Best of the Week — First Winner

AP reveals how dirty US fuel byproduct contributes to India’s dangerously polluted air

Oil extracted from the tar sands of Canada has contributed to booming production among American refineries, but it also has created a messy legacy: Ton upon ton of a filthy byproduct called petroleum coke. U.S. utilities don’t want it because of its extremely high sulfur content, leaving refineries with one option – getting rid of it – because stockpiling had stirred community outcries. Tammy Webber, a Chicago-based reporter with the environmental beat team, wondered: If refineries couldn’t offload the substance in the U.S., what were they doing with it?
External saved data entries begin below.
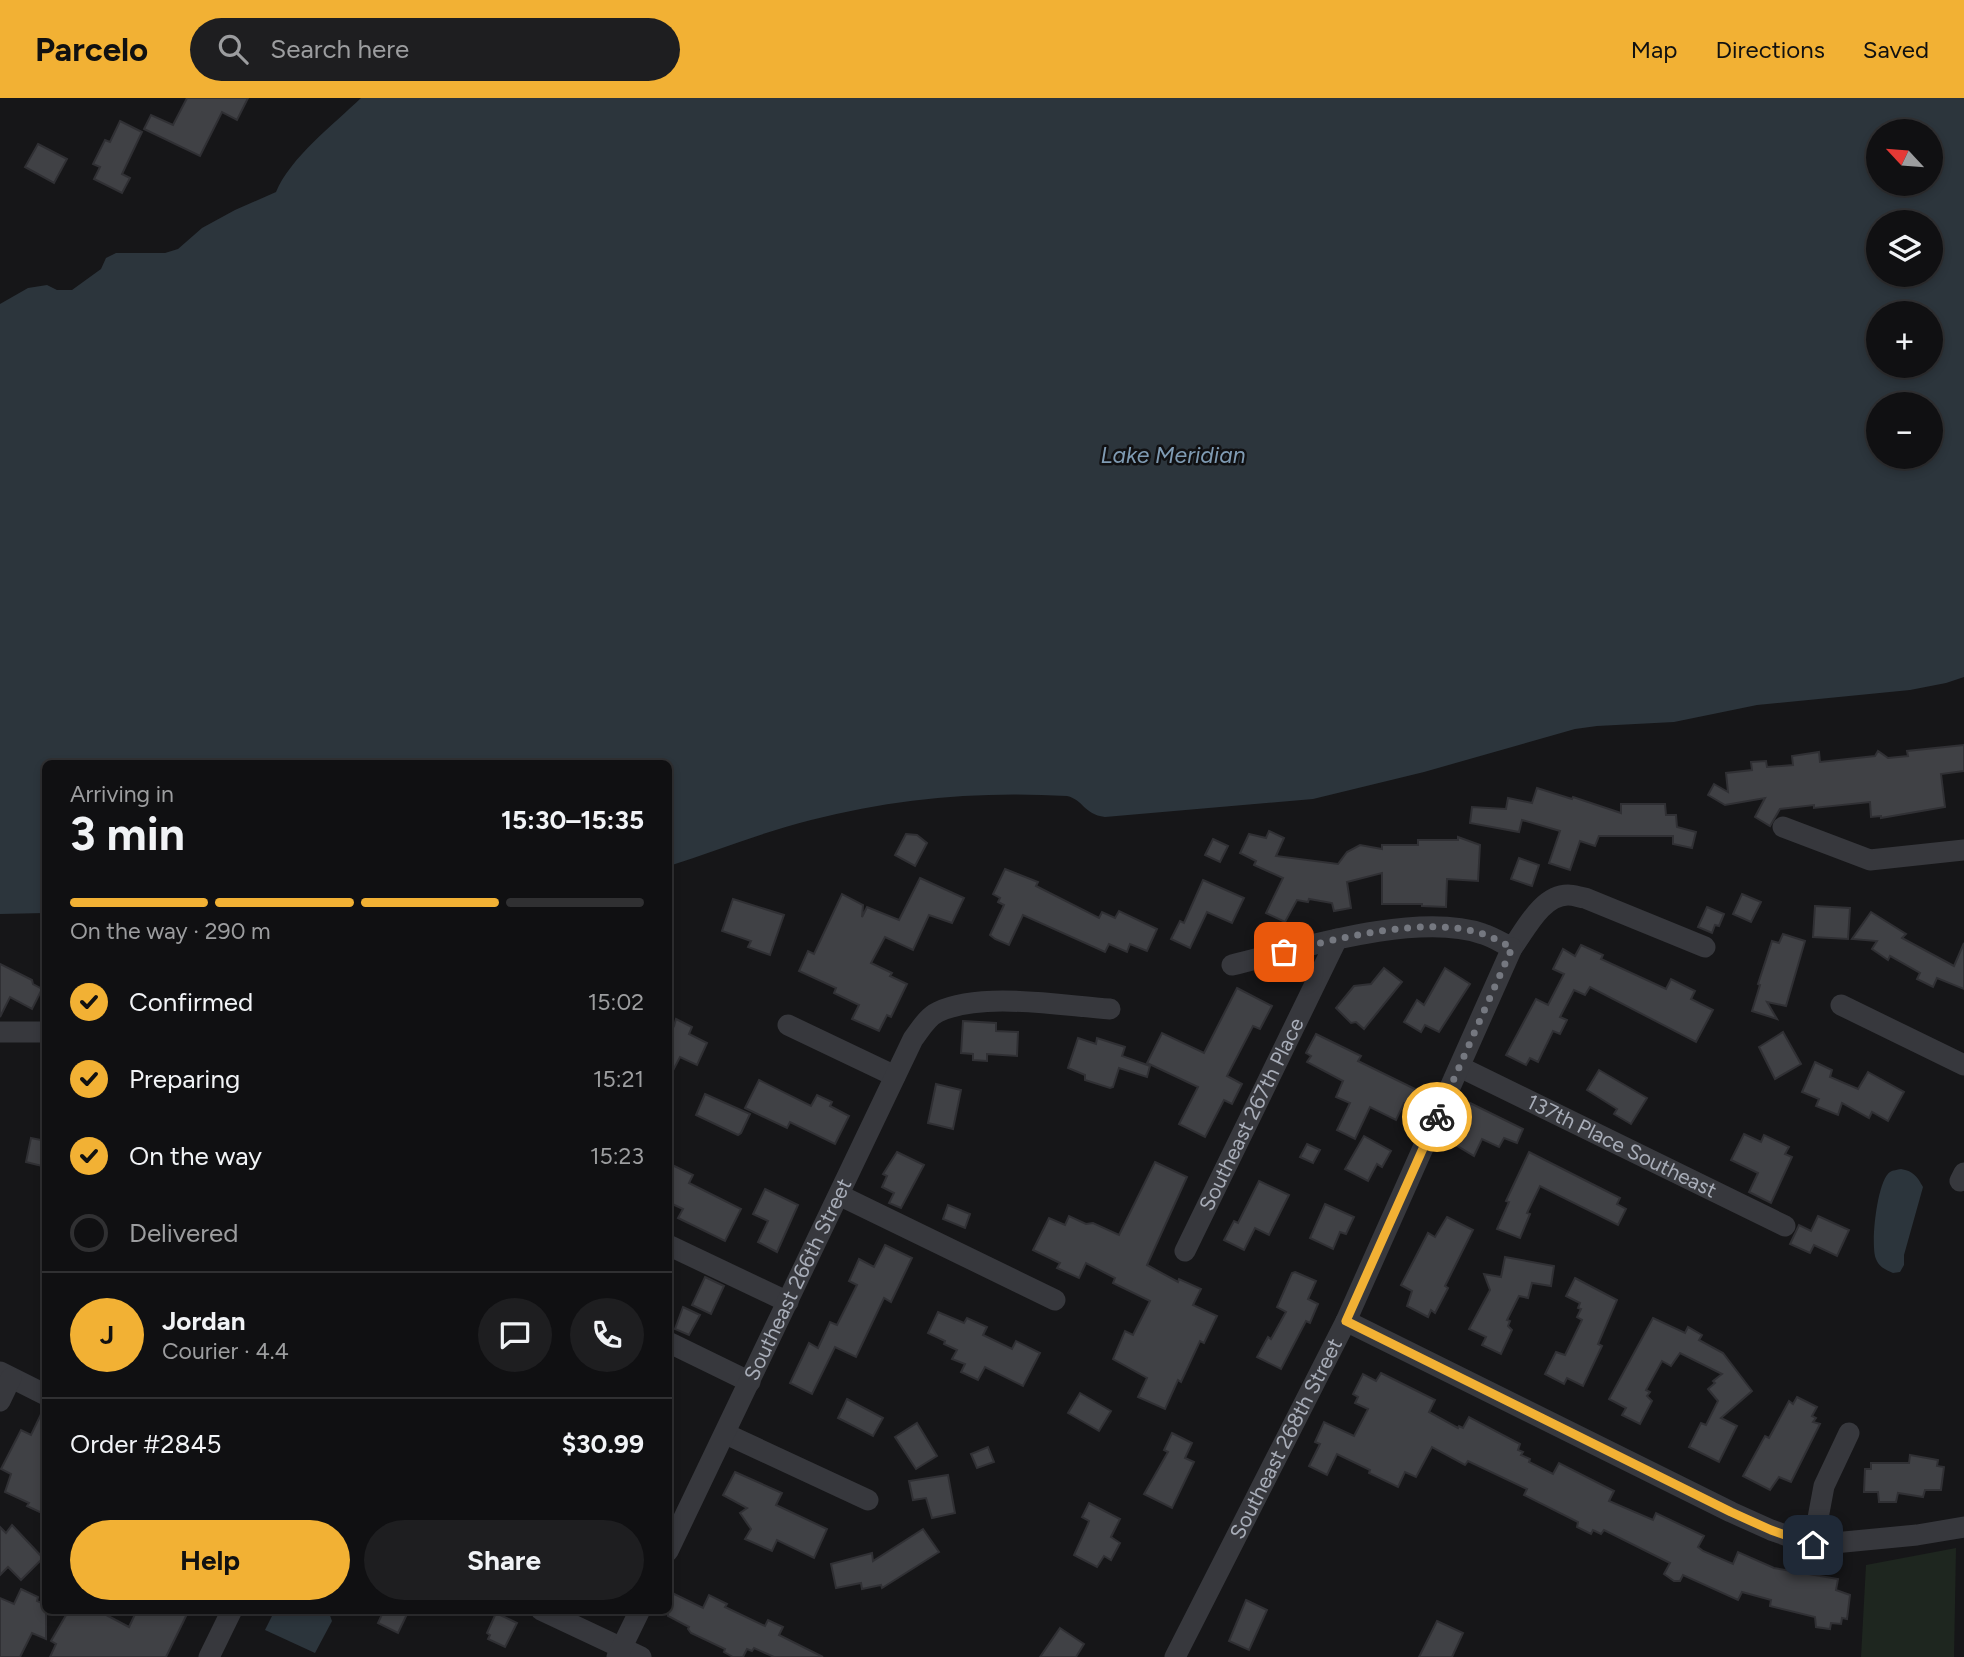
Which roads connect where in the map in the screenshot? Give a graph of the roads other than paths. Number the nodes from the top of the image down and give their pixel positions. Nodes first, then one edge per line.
1 (1783, 827) dead end
2 (1964, 850) edge
3 (1337, 939) junction
4 (1705, 947) dead end
5 (1512, 948) junction
6 (1231, 965) dead end
7 (1841, 1005) dead end
8 (1111, 1009) dead end
9 (788, 1025) dead end
10 (0, 1032) edge
11 (42, 1032) edge
12 (1964, 1065) edge
13 (1460, 1067) junction
14 (895, 1076) junction
15 (839, 1195) junction
16 (1785, 1226) dead end
17 (672, 1247) edge
18 (1185, 1251) dead end
19 (1055, 1300) dead end
20 (788, 1302) junction
21 (1346, 1321) junction
22 (672, 1344) edge
23 (6, 1375) edge
24 (750, 1382) junction
25 (42, 1393) edge
26 (0, 1401) edge
27 (1849, 1433) dead end
28 (726, 1434) junction
29 (868, 1500) dead end
30 (1964, 1527) edge
31 (672, 1543) edge
32 (1813, 1545) junction
33 (230, 1614) edge
34 (549, 1614) edge
35 (639, 1614) edge
36 (626, 1654) edge
37 (209, 1657) edge
38 (1175, 1657) edge

1 - 2 street
3 - 5 street
3 - 6 street
3 - 18 street, Southeast 267th Place
4 - 5 street, Southeast 268th Street
5 - 13 street, Southeast 268th Street
7 - 12 street
8 - 14 street, Southeast 266th Street
9 - 14 street
10 - 11 street
13 - 16 street, 137th Place Southeast
13 - 21 street, Southeast 268th Street
14 - 15 street, Southeast 266th Street
15 - 19 street
15 - 20 street, Southeast 266th Street
17 - 20 street
20 - 24 street, Southeast 266th Street
21 - 32 street
21 - 38 street, Southeast 268th Street
22 - 24 street
23 - 25 street
23 - 26 street
24 - 28 street, Southeast 266th Street
27 - 32 street
28 - 29 street
28 - 31 street, Southeast 266th Street
30 - 32 street
33 - 37 street
34 - 36 street
35 - 36 street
Through a year’s worth of detective work, Webber and her beat team colleague in New Delhi, Katy Daigle, traced the shadowy network that trades in oil refineries' bottom-of-the-barrel leftovers. They found that India was the leading destination of “petcoke” from the U.S., and Indian officials had no idea the amount of petcoke flowing into the country was 20 times more than just six years before. Nor did they know how it was being used in a country already choking on some of the world’s dirtiest air.

Within 24 hours of the story hitting the wire, India’s government announced it would phase out imports of petcoke and had begun working on a policy to end the practice.

For revealing the secretive transport of petroleum coke from the U.S. to one of the world’s most polluted countries, and for drawing an immediate reaction from the government of India, Webber and Daigle win this week’s Beat of the Week.